Sep 19, 2020

Dublin Fringe Festival’s ‘Twenty Fifty’ Confuses More than it Inspires

Set thirty years in the future, the ambitious Fringe production attempts to address questions of environmentalism and social justice.

Ailbhe NoonanTheatre Editor

As far as theatre goes, Twenty Fifty has a lot going on: it has three characters – the director, who runs the game, the interviewer, who asks the questions and interacts with the audience, and the guest, who is played by a different person for each performance. The “interviewer”, played by Fionnuala Gygax, is living in 2050 and spends the performance telling us (the audience and guest) what the world will be like for all of us still stuck in 2020.

Occasionally, the director, played by Dan Colley, interrupts to inform the audience that the show has reached “2050”, and calls for a rapid-fire round of questions and answers, building towards a big reveal at the end of the show.
The show takes a broad look at a human experience of the world in 2050, but this often gets lost in the production’s environmentalist message and brief discussions on social justice, inequality, and what it means to be human.

Described in the programme as “a live improvised game between an actor and an invited guest”, it’s safe to say that this show is so much more. While Twenty Fifty’s exploration of Zoom’s capabilities is remarkably clever, it is trying to do a lot at once – and it’s slightly unnerving to have performers staring directly at the audience through a screen.


There were also some technical difficulties which brought the show to a brief stop in places. This threw off the pacing of the show as the person speaking froze and couldn’t be heard. However, the team’s handling of these issues allowed the show to continue and maintained the audience’s engagement.

The production must be commended for its success creating a feeling of intimacy on Zoom among its disparate audience of strangers. The Zoom gallery view was established as a theatre space from the off, with the same overhead announcements one would hear at a live venue before a show begins. The fact that the audience were all connected and sharing a pretty unique experience brought the people viewing the show closer together and made the end reveal even more emotional.

The structure of the show sometimes gets lost in the pitfalls of the interview format, such as awkward pauses where questions were misheard, or when the interviewer cut across the guest.
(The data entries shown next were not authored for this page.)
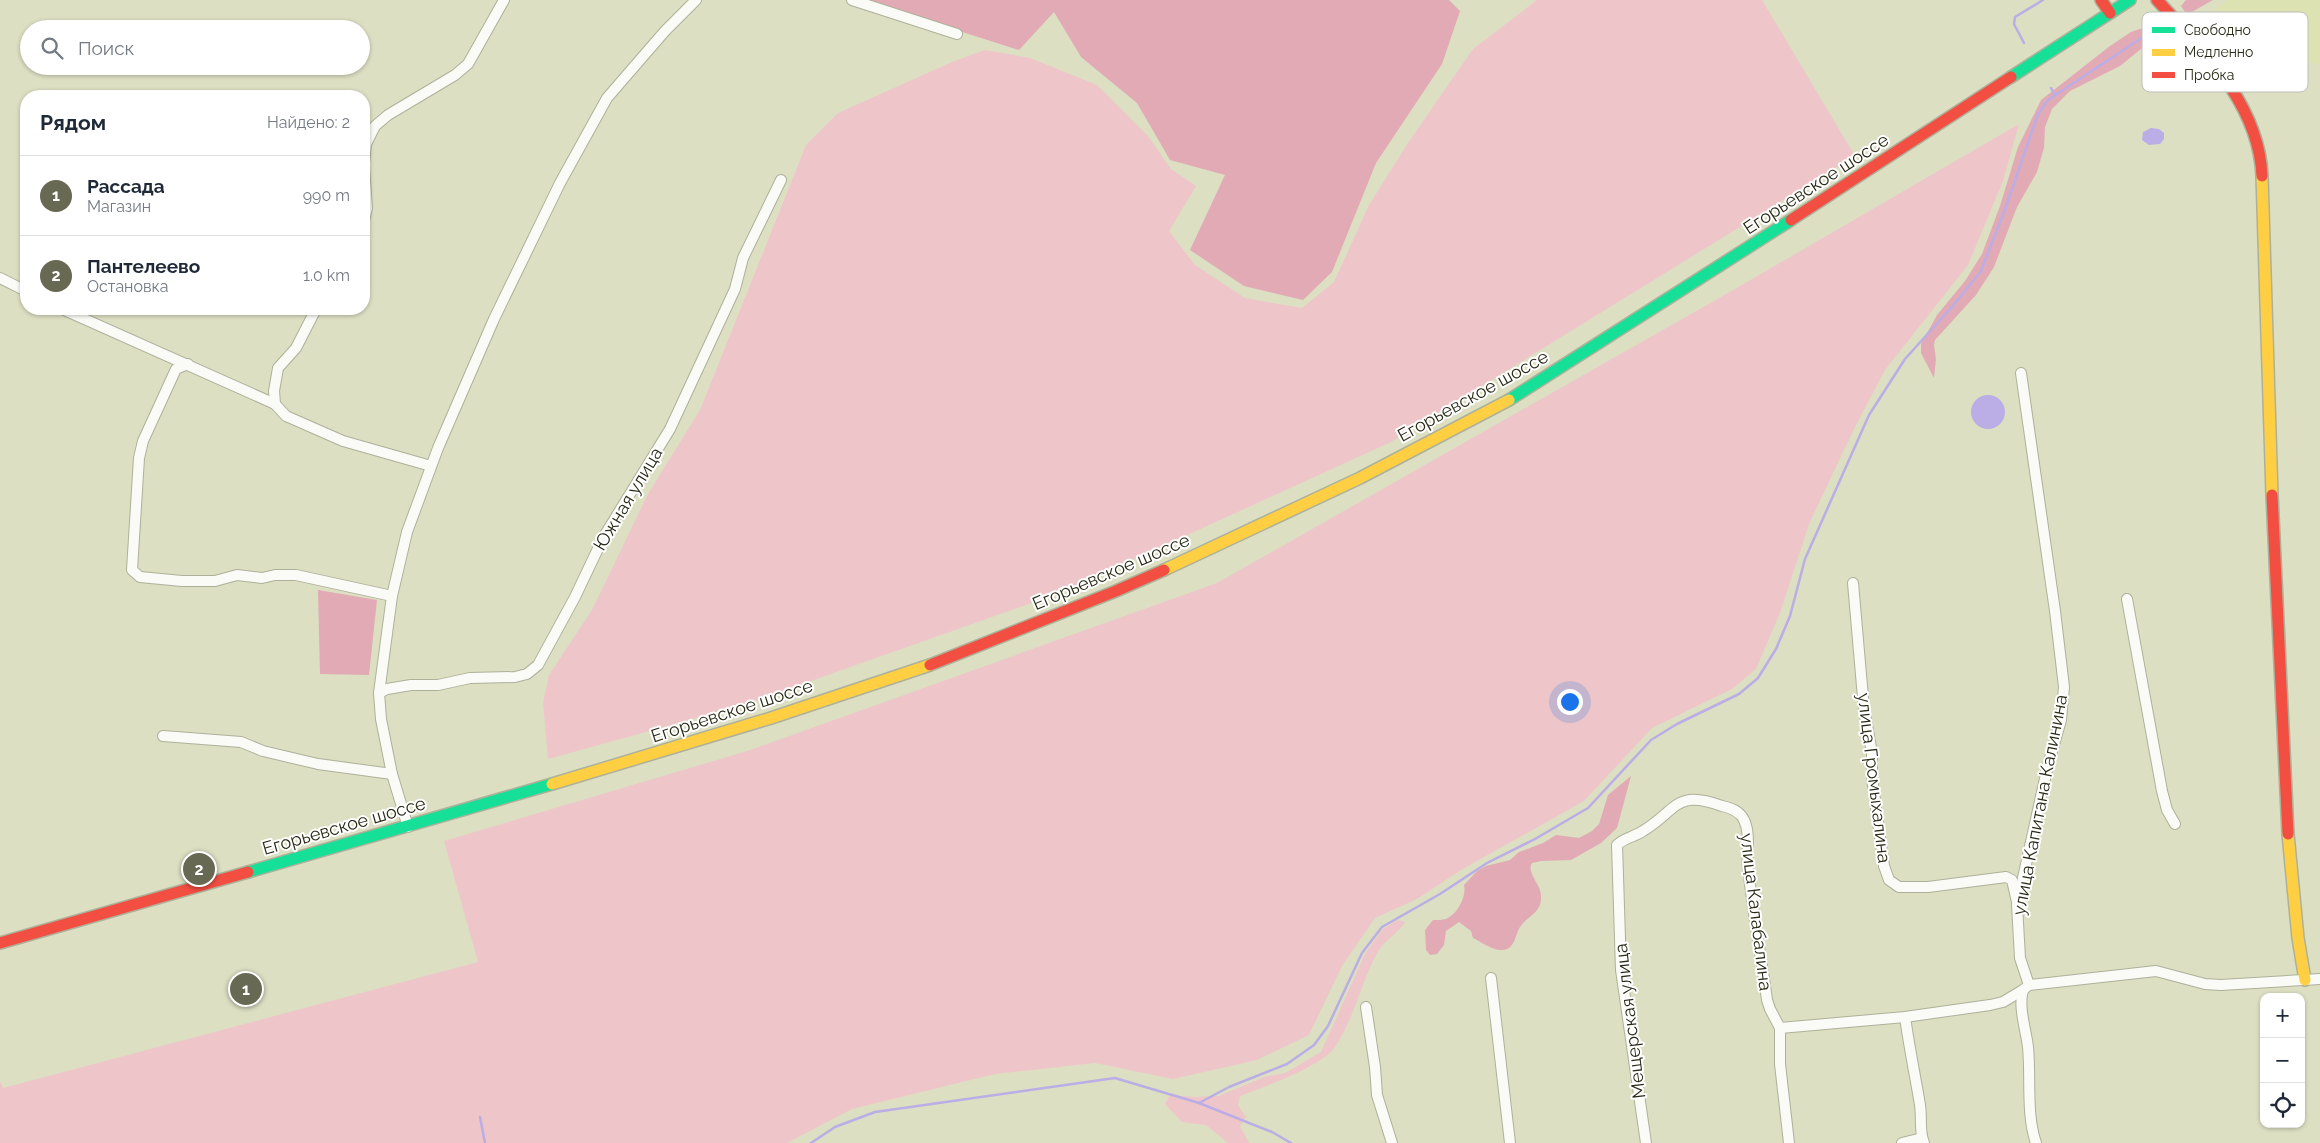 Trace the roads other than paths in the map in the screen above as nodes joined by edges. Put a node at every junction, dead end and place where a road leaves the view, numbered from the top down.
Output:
1 (504, 0) edge
2 (696, 0) edge
3 (852, 0) edge
4 (2102, 0) edge
5 (2130, 0) edge
6 (2157, 0) edge
7 (2168, 12) edge
8 (2110, 13) junction
9 (957, 34) dead end
10 (2235, 92) edge
11 (370, 136) edge
12 (781, 180) dead end
13 (0, 278) edge
14 (20, 288) edge
15 (76, 315) edge
16 (313, 315) edge
17 (188, 364) junction
18 (2021, 373) dead end
19 (275, 404) junction
20 (431, 466) junction
21 (1852, 583) dead end
22 (392, 596) junction
23 (2127, 599) dead end
24 (379, 693) junction
25 (163, 736) dead end
26 (392, 774) junction
27 (2175, 824) dead end
28 (408, 827) junction
29 (1621, 841) joint
30 (2017, 905) junction
31 (0, 943) edge
32 (1491, 978) dead end
33 (2320, 979) edge
34 (2305, 980) junction
35 (2026, 987) junction
36 (1366, 1007) dead end
37 (1905, 1017) junction
38 (1780, 1028) junction
39 (1923, 1140) edge
40 (1392, 1143) edge
41 (1510, 1143) edge
42 (1646, 1143) edge
43 (1789, 1143) edge
44 (1902, 1143) edge
45 (2036, 1143) edge

1 - 11 street
2 - 20 street
3 - 9 street
4 - 8 main road
5 - 8 main road, Егорьевское шоссе
6 - 7 main road
8 - 28 main road, Егорьевское шоссе
10 - 34 main road
12 - 24 street, Южная улица
13 - 14 street
15 - 17 street
16 - 19 street
17 - 19 street
17 - 22 street
18 - 30 street, улица Капитана Калинина
19 - 20 street
20 - 22 street
21 - 30 street, улица Громыхалина
22 - 24 street
23 - 27 street
24 - 26 street
25 - 26 street
26 - 28 street
28 - 31 main road, Егорьевское шоссе
29 - 38 street, улица Калабалина
29 - 42 street, Мещерская улица
30 - 35 street, улица Капитана Калинина
32 - 41 street
33 - 34 street
34 - 35 street
35 - 37 street
35 - 45 street, улица Капитана Калинина
36 - 40 street
37 - 38 street
37 - 39 street
38 - 43 street, улица Калабалина
39 - 44 street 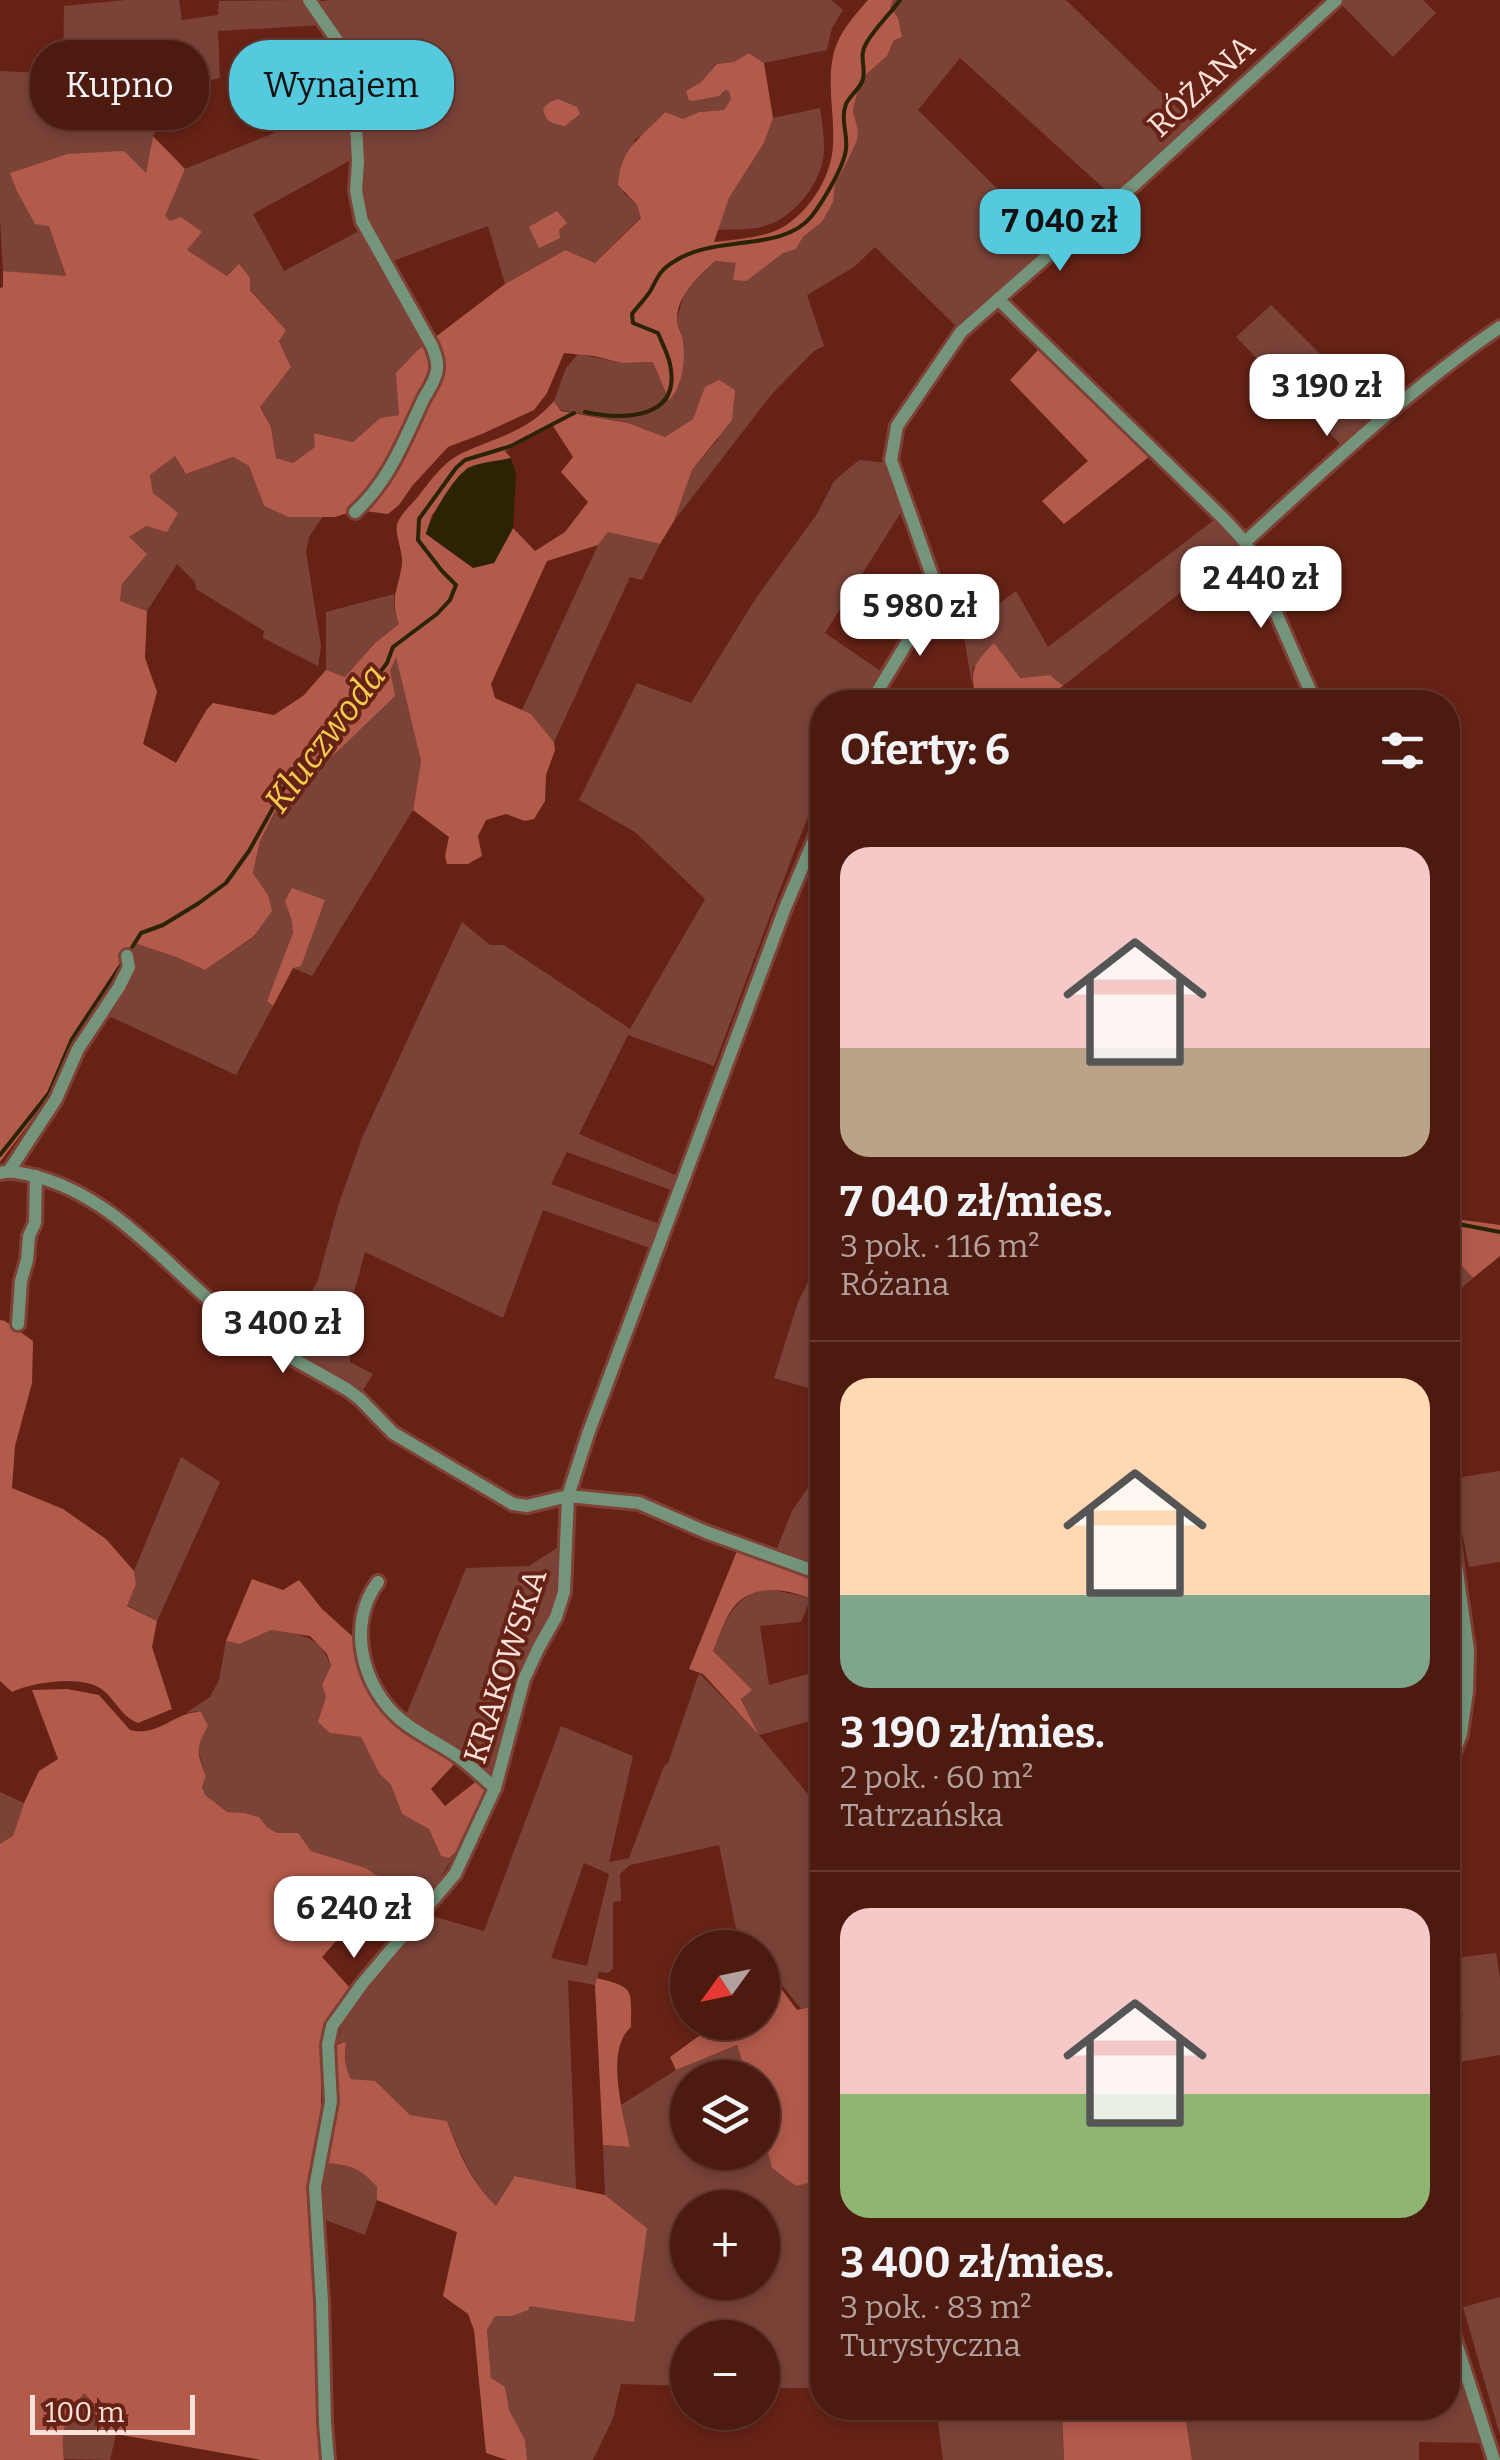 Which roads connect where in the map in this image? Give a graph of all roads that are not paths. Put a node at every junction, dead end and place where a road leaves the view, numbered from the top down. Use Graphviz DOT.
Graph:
graph roads {
  1 [pos="310,0"];
  2 [pos="1336,0"];
  3 [pos="998,299"];
  4 [pos="1500,327"];
  5 [pos="355,512"];
  6 [pos="1245,542"];
  7 [pos="877,690"];
  8 [pos="1310,690"];
  9 [pos="810,849"];
  10 [pos="127,956"];
  11 [pos="4,1172"];
  12 [pos="36,1176"];
  13 [pos="18,1324"];
  14 [pos="568,1496"];
  15 [pos="810,1570"];
  16 [pos="378,1582"];
  17 [pos="1460,1593"];
  18 [pos="1460,1737"];
  19 [pos="495,1788"];
  20 [pos="1460,2355"];
  21 [pos="328,2460"];
  22 [pos="1494,2460"];
  1 -- 5 [label="street"];
  2 -- 3 [label="street, RÓŻANA"];
  3 -- 6 [label="street"];
  3 -- 7 [label="street, RÓŻANA"];
  4 -- 6 [label="street"];
  6 -- 8 [label="street"];
  9 -- 14 [label="street, KRAKOWSKA"];
  10 -- 11 [label="street"];
  11 -- 12 [label="street"];
  12 -- 13 [label="street"];
  12 -- 14 [label="street"];
  14 -- 15 [label="street"];
  14 -- 19 [label="street, KRAKOWSKA"];
  16 -- 19 [label="street"];
  17 -- 18 [label="street"];
  19 -- 21 [label="street, KRAKOWSKA"];
  20 -- 22 [label="street"];
}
The rapid-fire rounds interrupt the flow even more as they feel completely disconnected from the ongoing interview and pull the audience out of the show. The questions broach quite a few interesting topics such as gender identity, sanctuary, and social justice, but without affording them the thought and exploration that would do them justice.

While Twenty Fifty did suffer from a lack of pacing and a confused storyline, the big reveal at the end, where Gygax presents a compilation of the guest’s answers against an image of their favourite place with their favourite song playing in the background, is certainly emotional.

Gygax’s closing words introduce yet another important theme – that of the need for live theatre. As Gygax speaks about what 2050 will be like for the guest, she finishes with a rousing plea to the audience to continue supporting theatre so that no matter what the world is like in 2050, live theatrical performance can survive.

Overall, Twenty Fifty has a brilliant concept and cleverly manipulates technology to create a theatre environment, but its execution falls flat and results in a confusion of storyline and themes.

Because of the format and the choose-your-own-adventure style, it felt more like a game show than a piece of theatre. That said, the climactic reveal at the end evoked great emotion and the plea for the arts was something every audience member took to heart.

Twenty Fifty runs online as part of Dublin Fringe Festival until this afternoon, with the final performance taking place at 2.30pm.